=== DIRECTIONS FOR THIS TASK ===
Filter the entries for lines with the word "object".

Dataset entries:
****************************************

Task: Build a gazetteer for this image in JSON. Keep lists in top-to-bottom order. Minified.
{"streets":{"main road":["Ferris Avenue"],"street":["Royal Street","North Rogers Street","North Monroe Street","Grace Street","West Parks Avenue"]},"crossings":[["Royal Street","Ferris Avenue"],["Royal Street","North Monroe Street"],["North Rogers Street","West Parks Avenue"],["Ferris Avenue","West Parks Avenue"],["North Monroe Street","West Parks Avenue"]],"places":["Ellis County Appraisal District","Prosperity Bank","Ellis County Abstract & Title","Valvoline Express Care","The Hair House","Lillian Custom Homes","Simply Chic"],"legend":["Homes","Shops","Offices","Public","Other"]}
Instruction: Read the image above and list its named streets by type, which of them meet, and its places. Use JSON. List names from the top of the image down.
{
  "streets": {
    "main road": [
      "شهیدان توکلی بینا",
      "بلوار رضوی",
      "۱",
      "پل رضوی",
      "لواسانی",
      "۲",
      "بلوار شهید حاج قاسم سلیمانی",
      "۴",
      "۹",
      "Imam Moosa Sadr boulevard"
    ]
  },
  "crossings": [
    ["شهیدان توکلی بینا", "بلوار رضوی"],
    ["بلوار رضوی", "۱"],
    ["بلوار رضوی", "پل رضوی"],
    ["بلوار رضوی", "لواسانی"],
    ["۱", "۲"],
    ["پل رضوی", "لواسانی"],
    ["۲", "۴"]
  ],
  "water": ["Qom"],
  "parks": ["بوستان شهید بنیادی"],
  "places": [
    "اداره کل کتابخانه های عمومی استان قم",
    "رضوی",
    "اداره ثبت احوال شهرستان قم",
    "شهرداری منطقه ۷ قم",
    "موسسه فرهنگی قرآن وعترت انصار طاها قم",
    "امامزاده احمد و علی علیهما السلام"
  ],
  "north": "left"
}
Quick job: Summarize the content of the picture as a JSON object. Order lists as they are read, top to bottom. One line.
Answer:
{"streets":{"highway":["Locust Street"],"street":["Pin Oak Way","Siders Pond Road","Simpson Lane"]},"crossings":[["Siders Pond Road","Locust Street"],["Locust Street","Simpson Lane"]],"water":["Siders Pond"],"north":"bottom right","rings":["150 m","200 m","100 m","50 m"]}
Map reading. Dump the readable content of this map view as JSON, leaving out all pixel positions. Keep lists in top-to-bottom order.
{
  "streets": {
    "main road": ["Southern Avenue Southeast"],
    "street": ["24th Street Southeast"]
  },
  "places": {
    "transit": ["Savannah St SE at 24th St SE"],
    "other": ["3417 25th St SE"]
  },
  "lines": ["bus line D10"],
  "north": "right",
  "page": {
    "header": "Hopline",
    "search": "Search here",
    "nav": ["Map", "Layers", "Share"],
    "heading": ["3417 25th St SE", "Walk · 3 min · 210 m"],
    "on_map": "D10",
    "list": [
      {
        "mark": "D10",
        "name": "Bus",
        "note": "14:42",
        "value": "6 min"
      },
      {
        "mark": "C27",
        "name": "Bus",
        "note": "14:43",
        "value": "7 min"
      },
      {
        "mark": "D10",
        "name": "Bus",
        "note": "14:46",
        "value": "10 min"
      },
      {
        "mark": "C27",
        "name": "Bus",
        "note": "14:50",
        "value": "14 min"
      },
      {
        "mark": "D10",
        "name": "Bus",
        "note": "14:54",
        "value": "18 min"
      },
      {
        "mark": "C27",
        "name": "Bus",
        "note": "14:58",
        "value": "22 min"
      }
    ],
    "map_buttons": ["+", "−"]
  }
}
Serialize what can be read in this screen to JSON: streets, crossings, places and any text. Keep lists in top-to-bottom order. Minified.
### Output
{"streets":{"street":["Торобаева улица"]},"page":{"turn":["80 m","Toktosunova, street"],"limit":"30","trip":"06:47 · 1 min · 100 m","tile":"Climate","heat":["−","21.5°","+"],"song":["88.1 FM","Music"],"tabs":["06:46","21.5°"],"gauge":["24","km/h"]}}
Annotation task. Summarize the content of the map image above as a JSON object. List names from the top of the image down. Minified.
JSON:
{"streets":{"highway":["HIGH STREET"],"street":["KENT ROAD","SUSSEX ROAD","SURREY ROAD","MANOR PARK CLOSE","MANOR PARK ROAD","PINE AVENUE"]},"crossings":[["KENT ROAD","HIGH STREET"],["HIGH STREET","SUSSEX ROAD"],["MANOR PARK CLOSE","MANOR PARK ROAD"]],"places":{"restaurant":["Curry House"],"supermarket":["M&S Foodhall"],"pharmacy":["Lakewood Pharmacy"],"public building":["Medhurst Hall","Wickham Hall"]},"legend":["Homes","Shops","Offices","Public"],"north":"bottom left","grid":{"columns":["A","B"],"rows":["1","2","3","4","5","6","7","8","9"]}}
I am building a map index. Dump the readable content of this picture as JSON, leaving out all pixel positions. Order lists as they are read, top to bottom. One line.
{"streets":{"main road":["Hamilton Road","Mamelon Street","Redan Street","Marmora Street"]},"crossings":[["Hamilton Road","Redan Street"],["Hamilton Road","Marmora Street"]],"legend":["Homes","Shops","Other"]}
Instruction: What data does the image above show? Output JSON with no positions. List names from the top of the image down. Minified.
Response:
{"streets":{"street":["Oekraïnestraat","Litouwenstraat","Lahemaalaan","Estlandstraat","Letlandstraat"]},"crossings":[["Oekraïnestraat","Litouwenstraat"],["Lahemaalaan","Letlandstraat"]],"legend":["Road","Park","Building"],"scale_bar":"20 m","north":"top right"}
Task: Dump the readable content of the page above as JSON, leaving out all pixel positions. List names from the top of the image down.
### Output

****************************************

=== TASK OUTPUT ===
Quick job: Summarize the content of the picture as a JSON object. Order lists as they are read, top to bottom. One line.
Annotation task. Summarize the content of the map image above as a JSON object. List names from the top of the image down. Minified.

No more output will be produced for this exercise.